Abstract

INTRODUCTION: The aim of this study was to determine the anti-inflammatory effect of female sex hormones on the level of intracellular molecules of cytokine signaling pathway after diffuse traumatic brain injury (TBI) in ovariectomized rats. METHODS: Female rats were divided into 10 groups: control, sham, TBI, Vehicle (oil), Vehicle E1 (33.3 microg/kg), E2 (1 mg / kg), P1 (1.7 mg/kg), P2 (8 mg / kg), E2 + P1. All drugs were injected 0.5 h after TBI. Brain edema and the brain levels of P-STAT-3, NFkappaB-P52, NFkappaB-P65, P-IkappaB, and SOCS-3 by immunohistochemistry measured at 24 h after TBI. RESULTS: Increased brain edema after TBI was inhibited by different doses of estrogen, progesterone (P < 0.001), and E2 + P1 (P < 0.05).

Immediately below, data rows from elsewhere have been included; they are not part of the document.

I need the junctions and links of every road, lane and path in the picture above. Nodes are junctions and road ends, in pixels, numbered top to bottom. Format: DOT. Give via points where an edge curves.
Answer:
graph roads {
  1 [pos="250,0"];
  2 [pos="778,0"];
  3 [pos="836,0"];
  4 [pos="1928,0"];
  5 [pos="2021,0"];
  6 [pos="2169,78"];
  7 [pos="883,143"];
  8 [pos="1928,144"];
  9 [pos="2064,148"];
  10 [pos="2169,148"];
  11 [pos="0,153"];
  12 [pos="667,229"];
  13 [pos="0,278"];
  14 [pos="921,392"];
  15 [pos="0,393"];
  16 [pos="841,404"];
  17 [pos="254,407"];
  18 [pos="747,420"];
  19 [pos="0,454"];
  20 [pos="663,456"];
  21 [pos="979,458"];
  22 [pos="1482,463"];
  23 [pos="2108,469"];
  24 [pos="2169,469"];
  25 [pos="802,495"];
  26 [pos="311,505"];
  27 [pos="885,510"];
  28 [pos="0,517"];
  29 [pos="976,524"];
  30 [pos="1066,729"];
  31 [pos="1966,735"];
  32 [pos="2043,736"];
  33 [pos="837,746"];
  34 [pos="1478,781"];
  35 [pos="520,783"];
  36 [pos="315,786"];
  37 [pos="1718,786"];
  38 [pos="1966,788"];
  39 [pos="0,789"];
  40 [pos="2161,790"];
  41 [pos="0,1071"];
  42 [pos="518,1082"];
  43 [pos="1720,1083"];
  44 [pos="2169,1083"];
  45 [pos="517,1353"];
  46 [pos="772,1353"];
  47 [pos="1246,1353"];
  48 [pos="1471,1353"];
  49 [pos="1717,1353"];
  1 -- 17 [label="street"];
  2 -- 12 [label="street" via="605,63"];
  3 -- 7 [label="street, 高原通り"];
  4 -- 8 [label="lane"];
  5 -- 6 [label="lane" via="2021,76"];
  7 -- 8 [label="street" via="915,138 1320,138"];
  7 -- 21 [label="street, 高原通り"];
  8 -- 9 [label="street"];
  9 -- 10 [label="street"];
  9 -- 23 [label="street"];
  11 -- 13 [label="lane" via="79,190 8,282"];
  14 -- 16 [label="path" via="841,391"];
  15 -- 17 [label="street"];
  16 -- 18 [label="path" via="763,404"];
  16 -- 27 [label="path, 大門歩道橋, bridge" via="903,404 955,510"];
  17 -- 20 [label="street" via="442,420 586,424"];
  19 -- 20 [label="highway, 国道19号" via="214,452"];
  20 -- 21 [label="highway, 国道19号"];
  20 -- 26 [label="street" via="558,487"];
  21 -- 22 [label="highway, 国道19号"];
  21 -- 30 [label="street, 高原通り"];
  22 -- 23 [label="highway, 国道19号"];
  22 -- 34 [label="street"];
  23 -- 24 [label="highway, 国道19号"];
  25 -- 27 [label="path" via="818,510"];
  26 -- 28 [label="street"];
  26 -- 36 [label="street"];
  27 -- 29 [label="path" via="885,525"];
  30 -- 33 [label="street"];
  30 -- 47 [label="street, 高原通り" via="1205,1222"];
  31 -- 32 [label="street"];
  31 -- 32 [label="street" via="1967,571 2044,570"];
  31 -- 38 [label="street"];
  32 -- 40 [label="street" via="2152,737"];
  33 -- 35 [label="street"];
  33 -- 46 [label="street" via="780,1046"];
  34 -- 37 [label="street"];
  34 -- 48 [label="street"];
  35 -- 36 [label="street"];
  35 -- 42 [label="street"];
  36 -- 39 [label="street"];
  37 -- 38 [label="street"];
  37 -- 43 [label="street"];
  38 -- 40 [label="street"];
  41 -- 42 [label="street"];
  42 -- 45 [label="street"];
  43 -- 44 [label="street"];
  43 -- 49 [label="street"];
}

The brain levels of P-STAT-3, NFkappaB-P52, NFkappaB-P65, and p-IkappaBalpha that increased after TBI was decreased only by E2 (P < 0.05). E2 and E2 + P1 have increased the SOCS-3 level after TBI (P < 0.05). Also, there was a difference between the E2 with E1 and two progesterone doses (P < 0.05). So that in all cases, the effects of E2 were more significant than the other groups. The target cells for these effects of E2 were microglia and astrocytes. CONCLUSION: The results indicate that one of the probable mechanism(s) of estrogen anti-inflammatory effect after TBI is either reduction of p-STAT-3, NFkappaB-P52, p-NFkappaB-P65, and p-IkappaBalpha or increase in SOCS-3 molecules involved in the signaling pathway of inflammatory cytokines.